Prof Stephen Evans, Professor of Pharmacoepidemiology, London School of Hygiene & Tropical Medicine, said:

“These results are very encouraging. They are the first anti-viral drugs that demonstrably work in the first phase of the disease just after the virus has infected someone but before it has had time to cause a lot of damage. It is not shown to work at later stages where a patient is already in hospital (dexamethasone is a drug that, in contrast, does not provide benefit in early stages, but only at a very late stage in the disease process).

“These seem well-conducted trials, using lower doses than previously, but with bamlanivimab and etesevimab used together the benefit seen at higher doses can be achieved by their joint use at relatively low doses. The company also note they plan to try even lower doses.

“Although this is a press release and a full paper would be best to allow for more careful assessment, there is no reason to believe that any benefits have been exaggerated. The company suggest that even minor adverse effects are similar for placebo and no serious adverse reactions seem to have been observed. Reactions associated with infusing treatments are seen, including the potential for anaphylaxis.

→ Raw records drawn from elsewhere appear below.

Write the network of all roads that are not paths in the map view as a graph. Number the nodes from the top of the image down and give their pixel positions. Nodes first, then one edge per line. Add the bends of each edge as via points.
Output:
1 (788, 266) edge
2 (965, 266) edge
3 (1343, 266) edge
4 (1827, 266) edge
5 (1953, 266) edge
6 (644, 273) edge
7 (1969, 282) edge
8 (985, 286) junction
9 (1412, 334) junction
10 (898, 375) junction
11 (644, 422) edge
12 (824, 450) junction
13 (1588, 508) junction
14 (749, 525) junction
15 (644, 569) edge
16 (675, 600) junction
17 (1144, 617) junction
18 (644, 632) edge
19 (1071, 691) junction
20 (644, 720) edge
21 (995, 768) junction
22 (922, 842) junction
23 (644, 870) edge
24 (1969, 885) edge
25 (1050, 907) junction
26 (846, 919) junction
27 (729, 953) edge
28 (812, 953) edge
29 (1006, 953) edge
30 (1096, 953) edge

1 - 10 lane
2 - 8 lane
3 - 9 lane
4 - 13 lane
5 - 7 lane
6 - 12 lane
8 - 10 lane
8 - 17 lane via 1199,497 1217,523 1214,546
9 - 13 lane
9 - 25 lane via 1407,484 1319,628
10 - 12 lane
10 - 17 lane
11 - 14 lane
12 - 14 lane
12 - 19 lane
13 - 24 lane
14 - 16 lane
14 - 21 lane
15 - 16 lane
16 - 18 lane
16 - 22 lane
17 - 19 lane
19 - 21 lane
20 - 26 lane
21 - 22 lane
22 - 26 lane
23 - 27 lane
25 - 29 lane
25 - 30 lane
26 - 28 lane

“It is important to realise that the absolute risk reduction is worthwhile but not as dramatic as “70%” and it has uncertainty given the number of patients studied. The 70% relative risk reduction is probably in the range 40% to 84%. The absolute reduction of 5% in “events” (from 7% to 2%) has an uncertainty in the range of 2% to 7%. This is not solely due to reduction in hospitalisations but also in deaths, where the reduction of 2% has an uncertainty between 0.7% and 3%.

“These benefits seem real and worthwhile but there are limitations.

1. Identifying patients who test positive and are at high risk of hospitalisation and death prior to their admission to hospital is not simple. It is not clear whether this could be many tens of thousands of patients or relatively few.

2. The drugs at the moment have to be given by transfusion, though that may change to an injection in the future.

3. I do not know the costs per patient, but it could be very high and if the numbers needing treatment are very high this would be a problem. At the moment it would appear that 20 patients would need to be treated to prevent a hospitalisation or death (though it could be as many as 50 patients needing to be treated, or fewer than 20, larger studies are needed to be sure). There would be 50, or possibly more, needing to be treated to prevent a death. This is a good treatment, but it could be unaffordable.”



All our previous output on this subject can be seen at this weblink:



Declared interests

Dr Kovilen Sawmynaden: “LifeArc is a medical research charity. We are part of the BIA Antibody Taskforce to identify potential neutralising antibodies for Sars-Cov-2, donating our time and efforts on this project.  We do not have a connection with Lilly on this antibody work.”

Prof Stephen Evans: “No conflicts of interest.  I am funded (one day per week) by LSHTM.  They get funding from various companies, including Astra Zeneca and GSK but I am not funded by them, I have no involvement in obtaining funding from them and I am not an investigator on any grants obtained from them.  I am the statistician to the ‘meta-Data Safety and Monitoring Board’ for CEPI.  I am paid for my attendance at those meetings and will be paid expenses for travel if that occurs.  I am a participant in the Oxford/Astra Zeneca trial, and on 13th January 2021 learnt I had received the active vaccine.”

Dr Penny Ward: “No COIs.  I am semi-retired, but I am owner/Director of PWG Consulting (Biopharma) Ltd a consulting firm advising companies on drug and device development.  Until July 2019 I was Chief Medical Officer of Virion Biotherapeutics, which was a company developing broad spectrum RNA therapy for the treatment/prevention of respiratory virus infections.  Between December 2016 and July 2019 I served as Chief Medical Officer of Virion Biotherapeutics Ltd, a company developing antiviral treatments for respiratory viral diseases.  Previous employee of Roche, makers of tocilizumab (anti IL6 antibody) and CMO of Novimmune, makers of empalumab (anti IFN gamma antibody).”